Last week we celebrated the anniversary of President John F. Kennedy's 1961 inaugural address, with its ringing call to "pay any price, bear any burden" for the nation's security. But a better guide to the choices we face today is President Dwight D. Eisenhower's farewell address, delivered three days earlier, and his call to restrain the "military-industrial complex."
Trimming the defense budget is one of the hardest tasks in Washington. Congress never met a weapons system it didn't like. But with the nation's debt problems, making sensible cuts has become essential. That's clear to Defense Secretary Bob Gates and the military leadership, even if Congress is still treating the Pentagon budget as a pork barrel.
Senior Pentagon officials recognize that new technologies make it possible to reshape the budget without putting the country at greater risk. But this transition will require an honest evaluation of the "legacy systems" -- the squadrons of manned bombers and fighters, the fleets of aircraft carriers, cruisers and submarines -- that are wrapped in red, white and blue.

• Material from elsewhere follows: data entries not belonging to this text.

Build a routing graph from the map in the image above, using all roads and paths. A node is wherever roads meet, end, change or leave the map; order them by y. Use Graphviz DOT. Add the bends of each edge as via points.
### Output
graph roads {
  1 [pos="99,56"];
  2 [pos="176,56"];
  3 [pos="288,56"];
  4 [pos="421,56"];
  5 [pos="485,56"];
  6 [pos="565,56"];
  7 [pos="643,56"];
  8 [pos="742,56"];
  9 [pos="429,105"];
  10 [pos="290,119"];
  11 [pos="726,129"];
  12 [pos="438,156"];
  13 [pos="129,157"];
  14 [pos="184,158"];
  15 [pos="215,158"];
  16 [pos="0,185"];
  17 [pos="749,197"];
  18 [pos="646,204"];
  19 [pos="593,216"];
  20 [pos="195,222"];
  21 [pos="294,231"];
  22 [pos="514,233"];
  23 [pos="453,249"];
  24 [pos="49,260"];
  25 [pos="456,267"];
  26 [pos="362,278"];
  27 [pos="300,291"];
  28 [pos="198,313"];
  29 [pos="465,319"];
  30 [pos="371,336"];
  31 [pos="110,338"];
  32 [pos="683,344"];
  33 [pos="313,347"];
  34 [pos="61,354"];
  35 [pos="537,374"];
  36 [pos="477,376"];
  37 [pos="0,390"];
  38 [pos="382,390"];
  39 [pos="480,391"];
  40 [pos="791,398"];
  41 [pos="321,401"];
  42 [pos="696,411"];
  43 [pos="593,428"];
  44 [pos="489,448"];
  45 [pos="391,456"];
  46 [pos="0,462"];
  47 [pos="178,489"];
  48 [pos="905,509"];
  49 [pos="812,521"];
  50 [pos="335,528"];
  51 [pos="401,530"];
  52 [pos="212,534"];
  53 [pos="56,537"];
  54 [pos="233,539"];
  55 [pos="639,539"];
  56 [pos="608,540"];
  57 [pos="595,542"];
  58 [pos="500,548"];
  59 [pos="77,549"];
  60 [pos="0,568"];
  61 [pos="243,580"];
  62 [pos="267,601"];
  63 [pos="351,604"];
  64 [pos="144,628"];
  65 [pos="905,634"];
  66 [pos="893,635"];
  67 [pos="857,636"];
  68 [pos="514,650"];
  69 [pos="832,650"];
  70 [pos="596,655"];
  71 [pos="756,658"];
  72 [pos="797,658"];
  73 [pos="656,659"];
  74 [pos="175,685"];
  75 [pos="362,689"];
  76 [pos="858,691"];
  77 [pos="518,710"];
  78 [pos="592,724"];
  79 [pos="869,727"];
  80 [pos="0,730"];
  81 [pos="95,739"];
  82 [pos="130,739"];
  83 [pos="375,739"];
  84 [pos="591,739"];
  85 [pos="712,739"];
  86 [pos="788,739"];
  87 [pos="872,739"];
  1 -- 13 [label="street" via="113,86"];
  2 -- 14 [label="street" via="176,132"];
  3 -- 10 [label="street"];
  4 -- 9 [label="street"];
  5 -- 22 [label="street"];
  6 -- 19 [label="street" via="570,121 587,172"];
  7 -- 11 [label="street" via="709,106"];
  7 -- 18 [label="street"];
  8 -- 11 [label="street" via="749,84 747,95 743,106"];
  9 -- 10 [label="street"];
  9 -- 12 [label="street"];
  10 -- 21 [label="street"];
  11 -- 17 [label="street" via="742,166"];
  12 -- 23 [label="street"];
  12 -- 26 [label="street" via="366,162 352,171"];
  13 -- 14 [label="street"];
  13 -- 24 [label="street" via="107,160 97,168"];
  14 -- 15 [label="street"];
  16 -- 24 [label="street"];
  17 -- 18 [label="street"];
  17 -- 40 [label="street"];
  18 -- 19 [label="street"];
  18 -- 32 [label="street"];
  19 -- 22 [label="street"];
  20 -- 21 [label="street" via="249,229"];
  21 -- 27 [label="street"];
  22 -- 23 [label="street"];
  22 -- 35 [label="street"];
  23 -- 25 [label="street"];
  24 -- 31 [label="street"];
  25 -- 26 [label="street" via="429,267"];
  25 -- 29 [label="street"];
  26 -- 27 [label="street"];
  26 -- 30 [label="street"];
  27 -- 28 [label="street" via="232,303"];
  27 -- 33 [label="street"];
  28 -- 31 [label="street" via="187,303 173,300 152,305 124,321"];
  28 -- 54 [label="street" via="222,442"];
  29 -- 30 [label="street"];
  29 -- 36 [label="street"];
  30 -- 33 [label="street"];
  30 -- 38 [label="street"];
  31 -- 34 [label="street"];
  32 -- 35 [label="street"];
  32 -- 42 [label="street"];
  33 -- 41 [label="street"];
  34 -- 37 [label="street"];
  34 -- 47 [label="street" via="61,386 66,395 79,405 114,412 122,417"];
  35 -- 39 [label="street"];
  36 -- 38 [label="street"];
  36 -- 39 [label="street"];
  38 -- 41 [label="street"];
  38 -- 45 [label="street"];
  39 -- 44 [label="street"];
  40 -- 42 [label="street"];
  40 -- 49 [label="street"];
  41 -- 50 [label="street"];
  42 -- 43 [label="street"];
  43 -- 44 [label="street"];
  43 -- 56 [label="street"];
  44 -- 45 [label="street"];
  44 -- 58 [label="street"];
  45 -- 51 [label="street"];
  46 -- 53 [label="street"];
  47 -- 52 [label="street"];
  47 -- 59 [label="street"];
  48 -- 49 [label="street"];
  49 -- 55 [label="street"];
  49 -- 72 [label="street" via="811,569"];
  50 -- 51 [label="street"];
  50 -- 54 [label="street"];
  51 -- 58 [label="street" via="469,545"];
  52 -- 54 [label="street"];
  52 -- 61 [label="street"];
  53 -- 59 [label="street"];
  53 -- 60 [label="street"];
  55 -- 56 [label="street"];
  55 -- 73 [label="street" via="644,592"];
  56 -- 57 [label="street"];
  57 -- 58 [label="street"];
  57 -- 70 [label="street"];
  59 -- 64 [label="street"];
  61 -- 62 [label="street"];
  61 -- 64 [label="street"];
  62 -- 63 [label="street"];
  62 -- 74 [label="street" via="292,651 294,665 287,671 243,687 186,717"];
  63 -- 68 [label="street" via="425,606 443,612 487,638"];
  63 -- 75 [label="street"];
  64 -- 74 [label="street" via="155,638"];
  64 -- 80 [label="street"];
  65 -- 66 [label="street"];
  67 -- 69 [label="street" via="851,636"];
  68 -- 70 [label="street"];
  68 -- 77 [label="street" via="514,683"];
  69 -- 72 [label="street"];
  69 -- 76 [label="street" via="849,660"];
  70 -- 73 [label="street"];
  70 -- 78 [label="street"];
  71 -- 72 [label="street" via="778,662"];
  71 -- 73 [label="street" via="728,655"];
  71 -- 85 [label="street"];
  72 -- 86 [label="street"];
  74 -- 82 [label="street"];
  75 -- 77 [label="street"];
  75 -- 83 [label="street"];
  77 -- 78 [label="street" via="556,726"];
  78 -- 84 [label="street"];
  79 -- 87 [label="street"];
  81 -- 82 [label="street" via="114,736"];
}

Defense analysts argue that this is the age of "unmanned aerial vehicles" -- and soon unmanned ships, subs and tanks, too. These simple, autonomous platforms will be cheaper and more robust but no less deadly to an adversary.
If the Obama administration seizes this opportunity, and drives it through the inevitable congressional opposition, it can begin a real transformation of the defense budget. Technology should allow the United States to cut costs for traditional legacy systems as it prepares for the new threats that are ahead.
The new technologies that will drive these changes are detailed in a study called "Technology Horizons" that was prepared last year by Werner Dahm, who was then chief scientist of the Air Force. He urged research on "cyber resilience" and "electromagnetic spectrum warfare," including lasers and other beam weapons. And he stressed that unmanned systems, coordinated by advanced software, can give "operational advantages over adversaries who are limited to human planning and decision speeds."
Lasers are only a few years away from being practical weapons, Pentagon officials say. Ground-based lasers could revolutionize air defense, and a new generation of solid-state lasers may be small enough for airborne platforms.
Space will become, metaphorically, a vulnerable "low ground" in this new environment. Powerful ground-based lasers will be able to blind or disable satellites, so redundant forms of communication will be needed. So will alternatives to platforms that depend on space-based global positioning system (GPS) technology.
The hard part of this defense transformation will be giving up the grand old systems that for generations have symbolized U.S. military power.
In this season of budget politics, there can't be any sacred cows. Obama and his Pentagon advisers need to show the country -- including Congress -- that by changing how we spend money, it will be possible to cut our defense budget and stay safe.